━━ DATA RECORDS
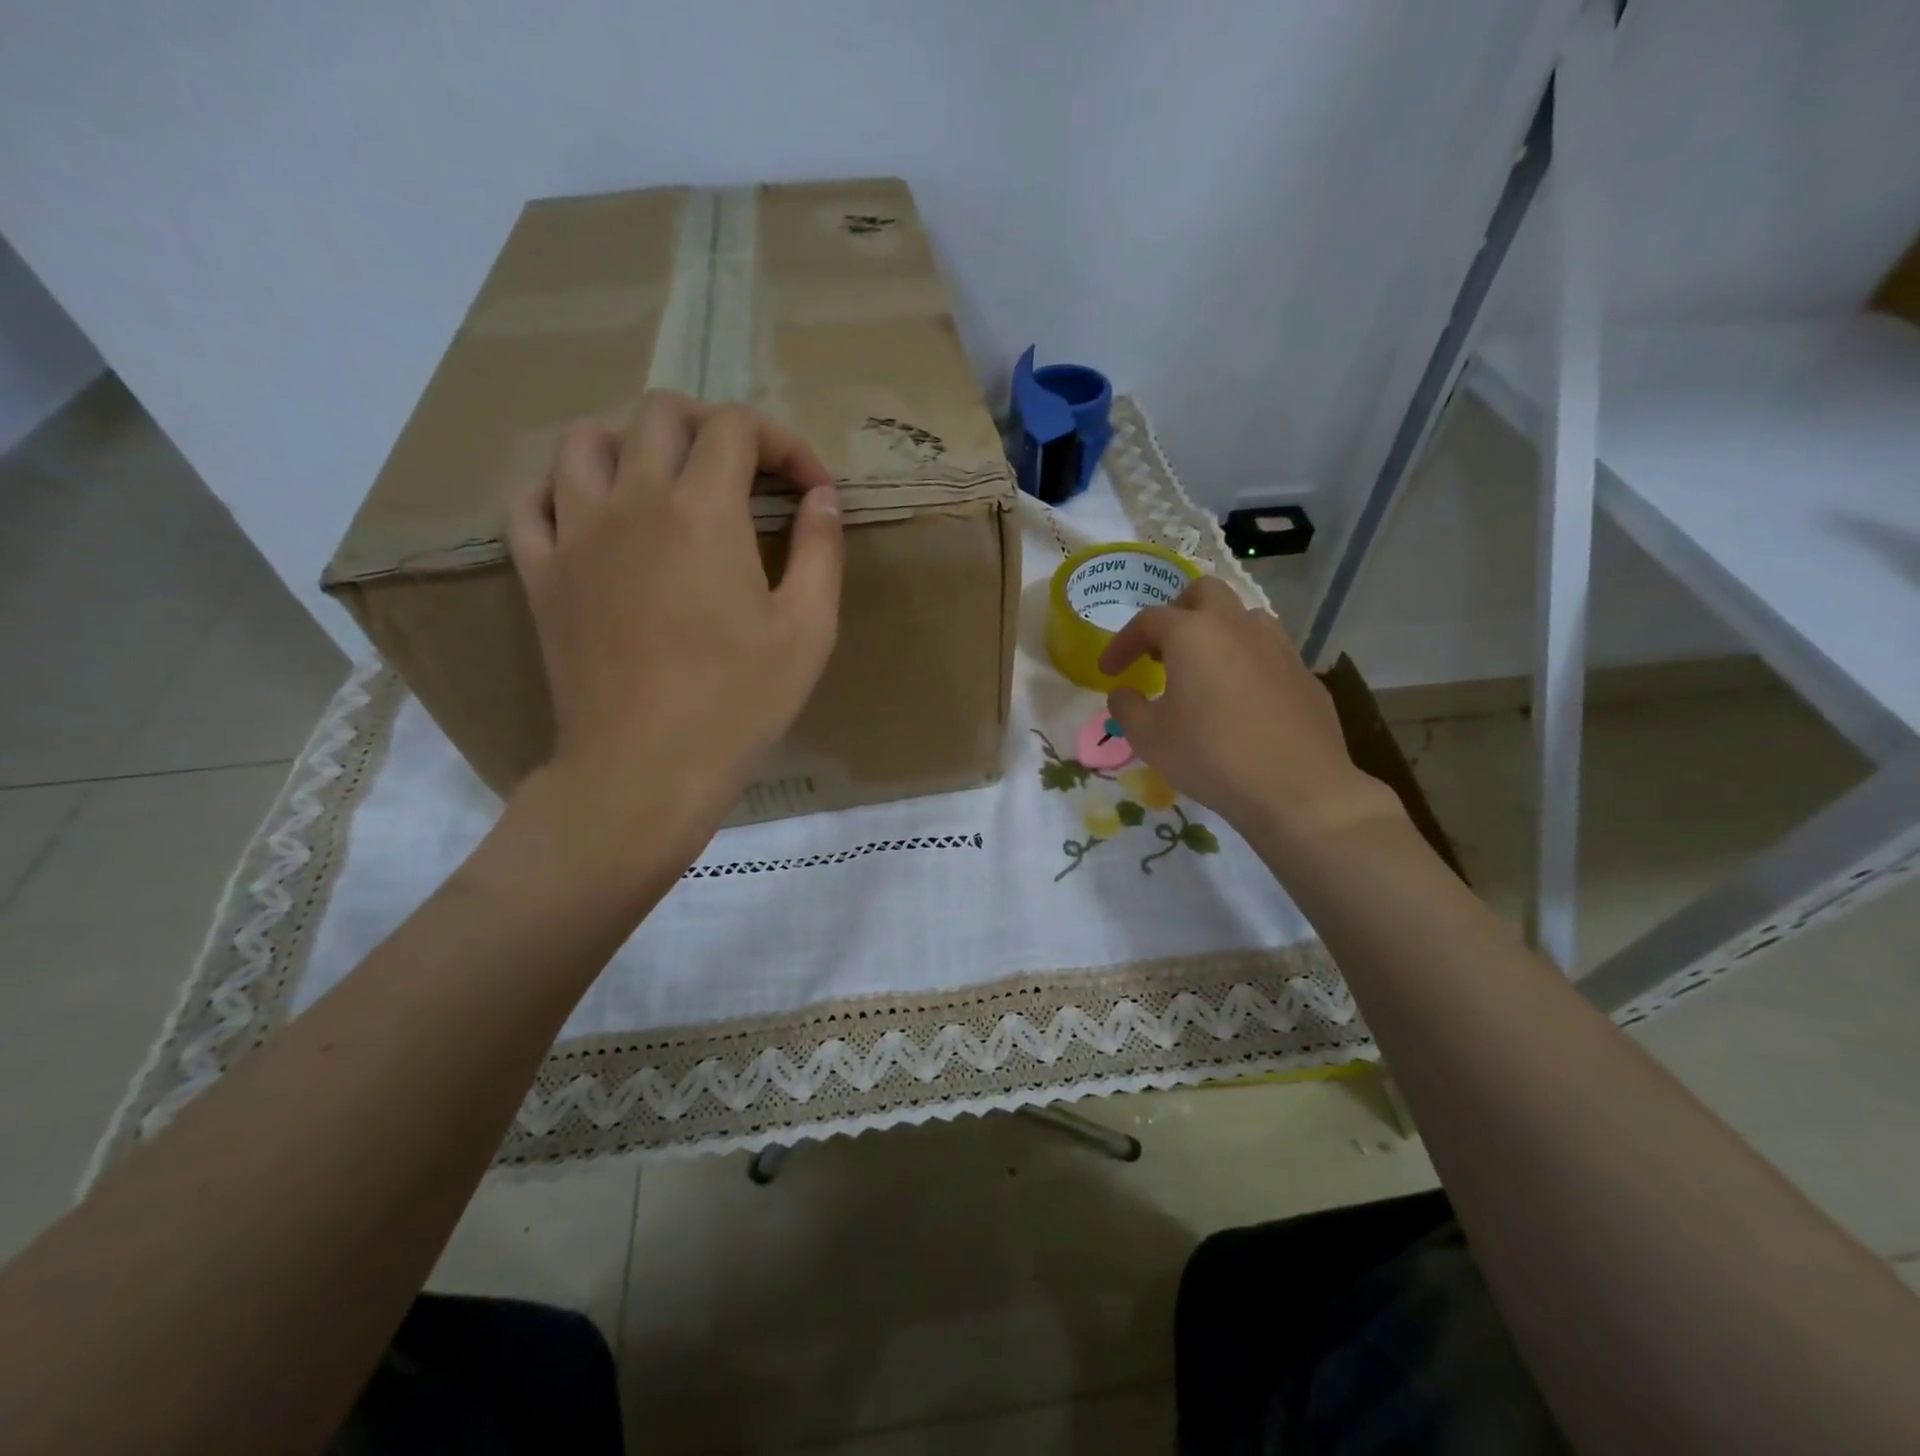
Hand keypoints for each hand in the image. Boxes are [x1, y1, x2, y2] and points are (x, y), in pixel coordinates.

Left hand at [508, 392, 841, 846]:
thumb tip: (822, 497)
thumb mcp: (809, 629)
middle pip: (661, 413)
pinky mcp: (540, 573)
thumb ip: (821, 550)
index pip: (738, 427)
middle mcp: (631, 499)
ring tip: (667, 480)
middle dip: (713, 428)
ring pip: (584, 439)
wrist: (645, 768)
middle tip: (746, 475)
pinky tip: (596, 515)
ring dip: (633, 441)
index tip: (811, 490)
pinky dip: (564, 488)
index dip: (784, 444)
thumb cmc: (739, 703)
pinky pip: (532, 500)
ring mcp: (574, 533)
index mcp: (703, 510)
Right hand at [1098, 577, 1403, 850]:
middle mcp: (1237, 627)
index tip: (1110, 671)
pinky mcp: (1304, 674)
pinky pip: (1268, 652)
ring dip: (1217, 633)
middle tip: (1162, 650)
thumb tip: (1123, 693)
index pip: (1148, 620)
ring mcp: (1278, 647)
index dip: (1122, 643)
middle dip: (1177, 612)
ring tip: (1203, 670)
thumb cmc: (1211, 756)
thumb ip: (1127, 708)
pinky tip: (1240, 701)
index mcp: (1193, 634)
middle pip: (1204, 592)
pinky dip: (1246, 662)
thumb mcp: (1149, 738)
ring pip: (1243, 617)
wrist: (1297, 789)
━━━━
━━ DATA RECORDS
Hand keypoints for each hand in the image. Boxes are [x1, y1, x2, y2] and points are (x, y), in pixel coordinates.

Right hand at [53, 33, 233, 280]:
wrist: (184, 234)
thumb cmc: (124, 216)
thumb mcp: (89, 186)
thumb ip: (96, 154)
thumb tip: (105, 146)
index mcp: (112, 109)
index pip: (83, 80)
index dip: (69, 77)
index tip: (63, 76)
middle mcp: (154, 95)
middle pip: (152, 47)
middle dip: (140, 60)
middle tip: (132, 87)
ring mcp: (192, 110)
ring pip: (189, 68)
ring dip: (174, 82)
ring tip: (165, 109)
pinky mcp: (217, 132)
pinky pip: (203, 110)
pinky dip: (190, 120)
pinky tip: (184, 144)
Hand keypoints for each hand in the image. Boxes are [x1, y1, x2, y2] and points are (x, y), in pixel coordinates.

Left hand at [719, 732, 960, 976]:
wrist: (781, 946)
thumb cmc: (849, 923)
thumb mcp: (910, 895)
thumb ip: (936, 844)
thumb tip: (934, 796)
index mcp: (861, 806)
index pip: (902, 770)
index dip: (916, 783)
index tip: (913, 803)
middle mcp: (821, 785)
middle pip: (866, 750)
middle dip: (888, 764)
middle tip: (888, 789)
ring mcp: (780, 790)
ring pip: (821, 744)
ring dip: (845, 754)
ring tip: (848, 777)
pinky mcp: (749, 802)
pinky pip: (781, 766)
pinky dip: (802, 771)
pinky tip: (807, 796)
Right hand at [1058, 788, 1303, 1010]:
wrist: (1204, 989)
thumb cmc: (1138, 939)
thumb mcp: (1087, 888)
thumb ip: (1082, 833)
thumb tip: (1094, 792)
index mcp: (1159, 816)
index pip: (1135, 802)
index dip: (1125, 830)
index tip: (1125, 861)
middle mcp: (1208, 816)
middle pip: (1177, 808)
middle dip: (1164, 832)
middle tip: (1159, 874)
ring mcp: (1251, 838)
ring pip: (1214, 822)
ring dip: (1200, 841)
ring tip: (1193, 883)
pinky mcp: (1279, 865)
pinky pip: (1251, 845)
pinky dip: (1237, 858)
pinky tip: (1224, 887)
━━━━
━━ DATA RECORDS
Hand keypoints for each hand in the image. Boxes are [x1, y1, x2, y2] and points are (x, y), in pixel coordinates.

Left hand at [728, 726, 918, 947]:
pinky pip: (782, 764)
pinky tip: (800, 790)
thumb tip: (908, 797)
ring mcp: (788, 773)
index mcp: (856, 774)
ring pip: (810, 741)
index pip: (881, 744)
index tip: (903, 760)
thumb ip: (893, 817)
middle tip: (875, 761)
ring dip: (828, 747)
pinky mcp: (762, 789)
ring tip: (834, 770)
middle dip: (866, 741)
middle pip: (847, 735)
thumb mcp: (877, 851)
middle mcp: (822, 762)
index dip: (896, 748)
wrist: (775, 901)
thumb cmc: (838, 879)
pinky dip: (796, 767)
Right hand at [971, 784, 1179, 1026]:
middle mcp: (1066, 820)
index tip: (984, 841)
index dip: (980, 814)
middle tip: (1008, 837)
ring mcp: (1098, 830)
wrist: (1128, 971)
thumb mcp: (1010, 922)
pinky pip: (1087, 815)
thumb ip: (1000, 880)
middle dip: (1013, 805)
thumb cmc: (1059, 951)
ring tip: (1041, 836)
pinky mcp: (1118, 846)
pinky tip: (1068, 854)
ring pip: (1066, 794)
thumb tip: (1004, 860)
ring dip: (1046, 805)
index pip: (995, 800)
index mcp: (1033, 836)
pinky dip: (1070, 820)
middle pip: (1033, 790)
━━━━
## WHAT THE EXERCISE ASKS:
The line above containing "thumb tip: (1004, 860)", the line containing "middle pip: (1033, 790)", and every line between them are to be transcribed exactly; no other line is wanted.

## OUTPUT OF THE EXERCISE:
thumb tip: (1004, 860)
ring dip: (1046, 805)
index pip: (995, 800)
index mcp: (1033, 836)
pinky dip: (1070, 820)
middle pip: (1033, 790)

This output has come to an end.